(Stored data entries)
----------------------------------------

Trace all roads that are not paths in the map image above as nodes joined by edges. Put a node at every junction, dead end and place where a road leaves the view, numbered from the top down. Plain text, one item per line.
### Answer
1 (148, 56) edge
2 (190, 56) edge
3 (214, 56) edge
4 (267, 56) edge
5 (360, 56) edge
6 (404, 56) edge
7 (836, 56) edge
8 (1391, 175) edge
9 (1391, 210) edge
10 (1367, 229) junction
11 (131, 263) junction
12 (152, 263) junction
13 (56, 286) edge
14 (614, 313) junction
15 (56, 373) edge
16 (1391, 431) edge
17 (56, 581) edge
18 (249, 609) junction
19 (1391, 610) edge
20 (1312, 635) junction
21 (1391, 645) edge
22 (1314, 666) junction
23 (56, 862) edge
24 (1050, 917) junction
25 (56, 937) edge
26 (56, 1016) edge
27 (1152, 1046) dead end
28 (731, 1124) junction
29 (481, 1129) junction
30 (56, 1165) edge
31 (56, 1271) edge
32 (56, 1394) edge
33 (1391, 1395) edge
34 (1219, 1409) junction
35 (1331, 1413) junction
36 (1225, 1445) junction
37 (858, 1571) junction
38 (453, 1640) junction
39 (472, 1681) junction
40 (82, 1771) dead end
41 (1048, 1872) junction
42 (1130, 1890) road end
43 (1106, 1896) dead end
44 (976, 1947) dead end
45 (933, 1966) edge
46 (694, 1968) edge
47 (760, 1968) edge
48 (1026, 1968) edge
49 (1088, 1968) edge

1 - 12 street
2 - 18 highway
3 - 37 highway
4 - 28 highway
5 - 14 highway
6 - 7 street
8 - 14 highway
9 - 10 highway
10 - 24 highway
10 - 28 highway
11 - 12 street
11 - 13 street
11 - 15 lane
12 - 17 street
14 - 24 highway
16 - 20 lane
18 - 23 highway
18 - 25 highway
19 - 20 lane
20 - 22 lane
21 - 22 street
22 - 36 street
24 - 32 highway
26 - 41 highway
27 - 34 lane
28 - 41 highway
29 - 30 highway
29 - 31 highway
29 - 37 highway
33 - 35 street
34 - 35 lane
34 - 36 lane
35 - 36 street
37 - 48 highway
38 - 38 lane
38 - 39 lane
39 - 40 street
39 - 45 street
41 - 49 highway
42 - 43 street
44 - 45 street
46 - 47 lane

----------------------------------------

§ **Exercise requirements**: I need each line above reproduced exactly.

§ **Completed exercise**:
Trace all roads that are not paths in the map image above as nodes joined by edges. Put a node at every junction, dead end and place where a road leaves the view, numbered from the top down. Plain text, one item per line.
### Answer
1 (148, 56) edge
2 (190, 56) edge
3 (214, 56) edge
4 (267, 56) edge
5 (360, 56) edge
6 (404, 56) edge
7 (836, 56) edge
8 (1391, 175) edge
9 (1391, 210) edge
10 (1367, 229) junction
11 (131, 263) junction
12 (152, 263) junction
13 (56, 286) edge
14 (614, 313) junction
15 (56, 373) edge
16 (1391, 431) edge
17 (56, 581) edge
18 (249, 609) junction
19 (1391, 610) edge
20 (1312, 635) junction
21 (1391, 645) edge
22 (1314, 666) junction
23 (56, 862) edge
24 (1050, 917) junction
25 (56, 937) edge
26 (56, 1016) edge
27 (1152, 1046) dead end
28 (731, 1124) junction
29 (481, 1129) junction
30 (56, 1165) edge
31 (56, 1271) edge
32 (56, 1394) edge
33 (1391, 1395) edge
34 (1219, 1409) junction
35 (1331, 1413) junction
36 (1225, 1445) junction
37 (858, 1571) junction
38 (453, 1640) junction
39 (472, 1681) junction
40 (82, 1771) dead end
41 (1048, 1872) junction
42 (1130, 1890) road end
43 (1106, 1896) dead end
44 (976, 1947) dead end
45 (933, 1966) edge
46 (694, 1968) edge
47 (760, 1968) edge
48 (1026, 1968) edge
49 (1088, 1968) edge

1 - 12 street
2 - 18 highway
3 - 37 highway
4 - 28 highway
5 - 14 highway
6 - 7 street
8 - 14 highway
9 - 10 highway
10 - 24 highway
10 - 28 highway
11 - 12 street
11 - 13 street
11 - 15 lane
12 - 17 street
14 - 24 highway
16 - 20 lane
18 - 23 highway
18 - 25 highway
19 - 20 lane
20 - 22 lane
21 - 22 street
22 - 36 street
24 - 32 highway
26 - 41 highway
27 - 34 lane
28 - 41 highway
29 - 30 highway
29 - 31 highway
29 - 37 highway
33 - 35 street
34 - 35 lane
34 - 36 lane
35 - 36 street
37 - 48 highway
38 - 38 lane
38 - 39 lane
39 - 40 street
39 - 45 street
41 - 49 highway
42 - 43 street
44 - 45 street
46 - 47 lane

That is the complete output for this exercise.